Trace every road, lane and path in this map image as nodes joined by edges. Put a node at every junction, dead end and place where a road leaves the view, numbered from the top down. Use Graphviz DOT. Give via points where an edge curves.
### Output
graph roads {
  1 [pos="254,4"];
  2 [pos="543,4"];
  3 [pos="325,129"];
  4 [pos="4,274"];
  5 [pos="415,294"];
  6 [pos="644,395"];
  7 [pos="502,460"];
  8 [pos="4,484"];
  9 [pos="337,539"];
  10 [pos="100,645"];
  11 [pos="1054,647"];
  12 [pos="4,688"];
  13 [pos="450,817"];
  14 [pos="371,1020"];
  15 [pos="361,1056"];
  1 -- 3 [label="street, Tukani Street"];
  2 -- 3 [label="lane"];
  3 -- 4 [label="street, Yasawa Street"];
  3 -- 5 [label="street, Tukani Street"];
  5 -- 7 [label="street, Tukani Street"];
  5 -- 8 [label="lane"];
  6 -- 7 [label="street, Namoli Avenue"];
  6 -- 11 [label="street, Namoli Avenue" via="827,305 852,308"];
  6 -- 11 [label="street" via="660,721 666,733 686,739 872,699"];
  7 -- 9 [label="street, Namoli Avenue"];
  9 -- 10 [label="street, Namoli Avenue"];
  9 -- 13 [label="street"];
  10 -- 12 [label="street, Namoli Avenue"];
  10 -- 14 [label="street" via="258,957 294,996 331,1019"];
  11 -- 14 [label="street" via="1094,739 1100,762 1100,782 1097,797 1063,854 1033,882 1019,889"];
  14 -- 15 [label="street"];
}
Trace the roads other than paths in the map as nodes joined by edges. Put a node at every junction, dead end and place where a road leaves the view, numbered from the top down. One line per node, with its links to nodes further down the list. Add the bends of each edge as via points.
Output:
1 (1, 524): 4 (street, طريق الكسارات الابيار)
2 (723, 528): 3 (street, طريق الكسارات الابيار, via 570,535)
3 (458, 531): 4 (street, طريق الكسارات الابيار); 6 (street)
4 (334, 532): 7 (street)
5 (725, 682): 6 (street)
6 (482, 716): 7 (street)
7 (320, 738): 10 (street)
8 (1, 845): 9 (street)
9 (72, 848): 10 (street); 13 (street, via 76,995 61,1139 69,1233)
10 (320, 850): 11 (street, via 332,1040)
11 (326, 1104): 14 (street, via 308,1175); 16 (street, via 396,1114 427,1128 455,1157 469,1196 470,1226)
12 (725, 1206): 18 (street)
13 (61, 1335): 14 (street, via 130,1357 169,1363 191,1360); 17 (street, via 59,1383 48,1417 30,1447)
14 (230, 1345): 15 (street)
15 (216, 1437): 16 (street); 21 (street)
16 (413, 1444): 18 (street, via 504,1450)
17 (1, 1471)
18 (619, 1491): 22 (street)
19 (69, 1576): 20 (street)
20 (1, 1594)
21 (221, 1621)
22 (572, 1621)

# Task objective:
Could you transcribe every entry exactly, without altering anything?

# Solved exercise:
Trace every road, lane and path in this map image as nodes joined by edges. Put a node at every junction, dead end and place where a road leaves the view, numbered from the top down. Use Graphviz DOT. Give via points where an edge curves.
### Output
graph roads {
  1 [pos="254,4"];
  2 [pos="543,4"];
  3 [pos="325,129"];
  4 [pos="4,274"];
  5 [pos="415,294"];
  6 [pos="644,395"];
  7 [pos="502,460"];
  8 [pos="4,484"];
  9 [pos="337,539"];
  10 [pos="100,645"];
  11 [pos="1054,647"];
  12 [pos="4,688"];
  13 [pos="450,817"];
  14 [pos="371,1020"];
  15 [pos="361,1056"];
  1 -- 3 [label="street, Tukani Street"];
  2 -- 3 [label="lane"];
  3 -- 4 [label="street, Yasawa Street"];
  3 -- 5 [label="street, Tukani Street"];
  5 -- 7 [label="street, Tukani Street"];
  5 -- 8 [label="lane"];
  6 -- 7 [label="street, Namoli Avenue"];
  6 -- 11 [label="street, Namoli Avenue" via="827,305 852,308"];
  6 -- 11 [label="street" via="660,721 666,733 686,739 872,699"];
  7 -- 9 [label="street, Namoli Avenue"];
  9 -- 10 [label="street, Namoli Avenue"];
  9 -- 13 [label="street"];
  10 -- 12 [label="street, Namoli Avenue"];
  10 -- 14 [label="street" via="258,957 294,996 331,1019"];
  11 -- 14 [label="street" via="1094,739 1100,762 1100,782 1097,797 1063,854 1033,882 1019,889"];
  14 -- 15 [label="street"];
}
Trace the roads other than paths in the map as nodes joined by edges. Put a node at every junction, dead end and place where a road leaves the view, numbered from the top down. One line per node, with its links to nodes further down the list. Add the bends of each edge as via points.
Output:
1 (1, 524): 4 (street, طريق الكسارات الابيار)
2 (723, 528): 3 (street, طريق الكسارات الابيار, via 570,535)
3 (458, 531): 4 (street, طريق الكسارات الابيار); 6 (street)
4 (334, 532): 7 (street)
5 (725, 682): 6 (street)
6 (482, 716): 7 (street)
7 (320, 738): 10 (street)
8 (1, 845): 9 (street)
9 (72, 848): 10 (street); 13 (street, via 76,995 61,1139 69,1233)
10 (320, 850): 11 (street, via 332,1040)
11 (326, 1104): 14 (street, via 308,1175); 16 (street, via 396,1114 427,1128 455,1157 469,1196 470,1226)
12 (725, 1206): 18 (street)
13 (61, 1335): 14 (street, via 130,1357 169,1363 191,1360); 17 (street, via 59,1383 48,1417 30,1447)
14 (230, 1345): 15 (street)
15 (216, 1437): 16 (street); 21 (street)
16 (413, 1444): 18 (street, via 504,1450)
17 (1, 1471)
18 (619, 1491): 22 (street)
19 (69, 1576): 20 (street)
20 (1, 1594)
21 (221, 1621)
22 (572, 1621)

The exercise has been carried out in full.